As far as I know, you cannot use canvas.toDataURL() on a tainted canvas (i.e. cross-origin). Looking at this example it seems the tiles are coming from different origin (tile.openstreetmap.org). How did OL3 managed to use toDataURL() in this case?
I tried monitoring network traffic and it seems no proxy are being used to circumvent cross-origin rules.
Best Answer
TLDR; Add crossOrigin: 'anonymous' to your source params.
This took awhile for me to dig down to but I think I have the answer. Assuming your tile server is not in your domain, and that it is providing the Access-Control-Allow-Origin:* response header as mine was.
The key is the OSM source they use. If you take a look at the documentation for ol.source.OSM you can see that there is a crossOrigin option (which defaults to 'anonymous' for osm)
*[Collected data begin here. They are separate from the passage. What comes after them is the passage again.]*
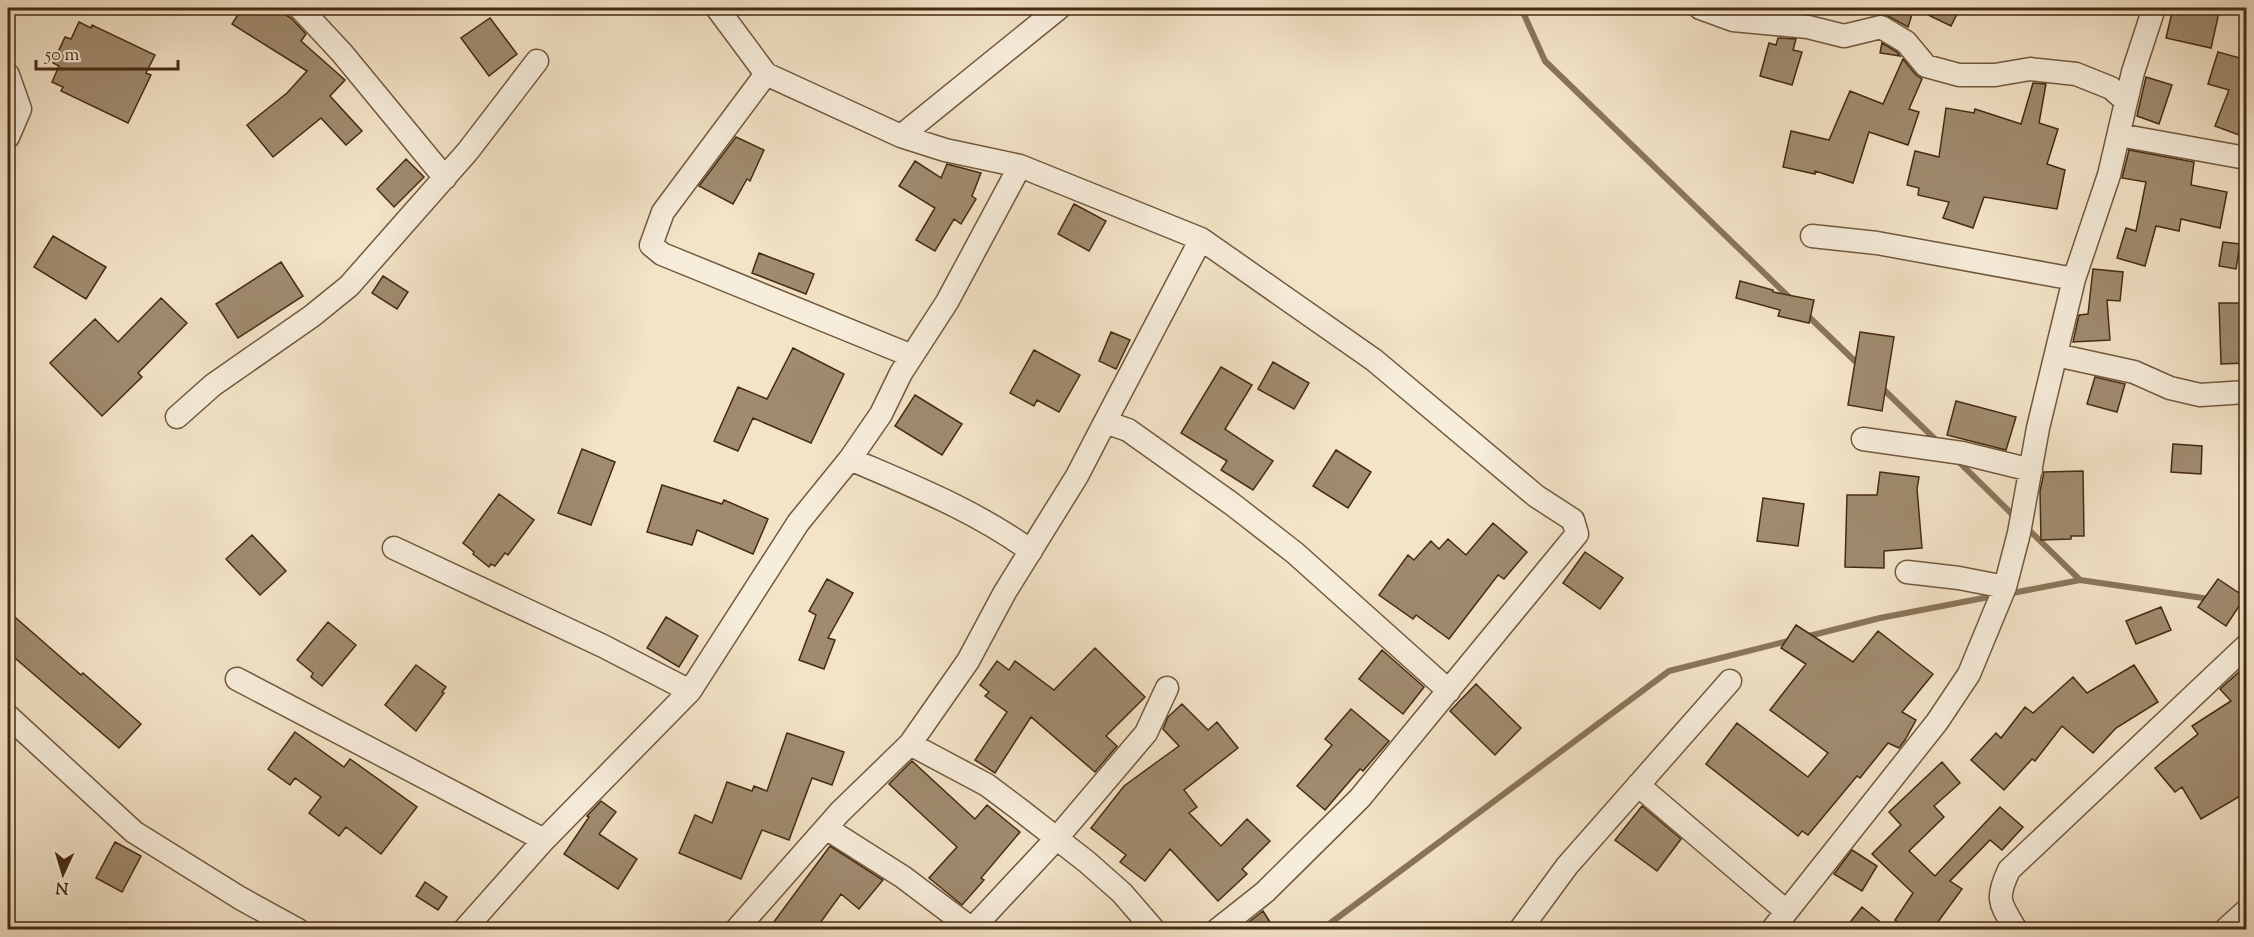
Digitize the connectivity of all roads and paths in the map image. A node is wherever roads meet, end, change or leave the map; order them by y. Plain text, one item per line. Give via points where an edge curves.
1 (300, 8) edge
2 (717, 8) edge
3 (1059, 8) edge
4 (1700, 8) edge
5 (2154, 8) edge
6 (537, 61) dead end
7 (766, 74) junction
8 (8, 75) edge
9 (2126, 101) junction
10 (2119, 135) junction
11 (901, 136) junction
12 (8, 137) edge
13 (2247, 158) edge
14 (1020, 166) junction
15 (445, 178) junction
16 (1812, 236) dead end
17 (1201, 239) junction
18 (2074, 279) junction
19 (2056, 355) junction
20 (912, 356) junction
21 (2247, 392) edge
22 (177, 417) dead end
23 (1105, 422) junction
24 (1863, 439) dead end
25 (850, 459) junction
26 (2031, 470) junction
27 (394, 548) dead end
28 (1031, 551) junction
29 (1907, 572) dead end
30 (2005, 587) junction
31 (2247, 646) edge
32 (237, 679) dead end
33 (1730, 681) dead end
34 (1167, 688) dead end
35 (690, 691) junction
36 (1449, 691) junction
37 (8, 716) edge
38 (910, 744) junction
39 (1638, 785) junction
40 (826, 828) junction
41 (1056, 839) junction
42 (544, 840) junction
43 (1786, 911) junction
44 (2247, 911) edge
45 (971, 929) edge
46 (298, 930) edge
47 (464, 930) edge
48 (736, 930) edge
49 (1154, 930) edge
50 (1217, 930) edge
51 (1520, 930) edge
52 (1772, 930) edge
53 (2016, 930) edge
54 (2225, 930) edge

1 - 15 street
2 - 7 street
3 - 11 street
4 - 9 street via 1733,20 1808,27 1844,36 1881,27 1906,42 1926,66 1959,75 1995,75 2030,69 2076,74 2111,87
5 - 9 street
6 - 15 street
7 - 11 street
7 - 20 street via 663,212 651,245 662,254
8 - 12 street via 20,109
9 - 10 street
10 - 13 street
10 - 18 street
11 - 14 street
14 - 17 street
14 - 20 street via 947,302
15 - 22 street via 349,286 213,385
16 - 18 street via 1877,243
17 - 23 street
17 - 36 street via 1374,360 1536,496 1573,520 1577,534
18 - 19 street
19 - 21 street via 2134,372 2170,388 2200,395
19 - 26 street
20 - 25 street via 881,414
23 - 28 street
23 - 36 street via 1128,430 1295,553
24 - 26 street via 1962,453
25 - 28 street via 958,505
25 - 35 street via 798,524
26 - 30 street
27 - 35 street
28 - 38 street via 968,661
29 - 30 street
30 - 43 street via 1969,674 1937,722
31 - 53 street via 2009,870 2000,888 2001,904
32 - 42 street
33 - 39 street
34 - 41 street via 1146,733
35 - 42 street
36 - 50 street via 1360,798 1265,892
37 - 46 street via 134,832
38 - 40 street
38 - 41 street via 987,785
39 - 43 street
39 - 51 street via 1567,866
40 - 45 street via 903,877
40 - 48 street
41 - 45 street
41 - 49 street via 1113,885
42 - 47 street
43 - 52 street
44 - 54 street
This got me looking into the source for the tile source, I am using WMTS primarily but it didn't seem like these were defaulting to 'anonymous' instead requiring the dev to set this in the options for the given source.
Adding crossOrigin: 'anonymous' to my source options fixed this problem for me.
Adding this parameter changed my request headers to include one parameter:
Which as far as I can tell allows it to pass the CORS resource sharing test. Just not sure if this is due to 3 now being able to be checked, or more probably that it sets the omit credentials flag in the ajax request thus passing step 2.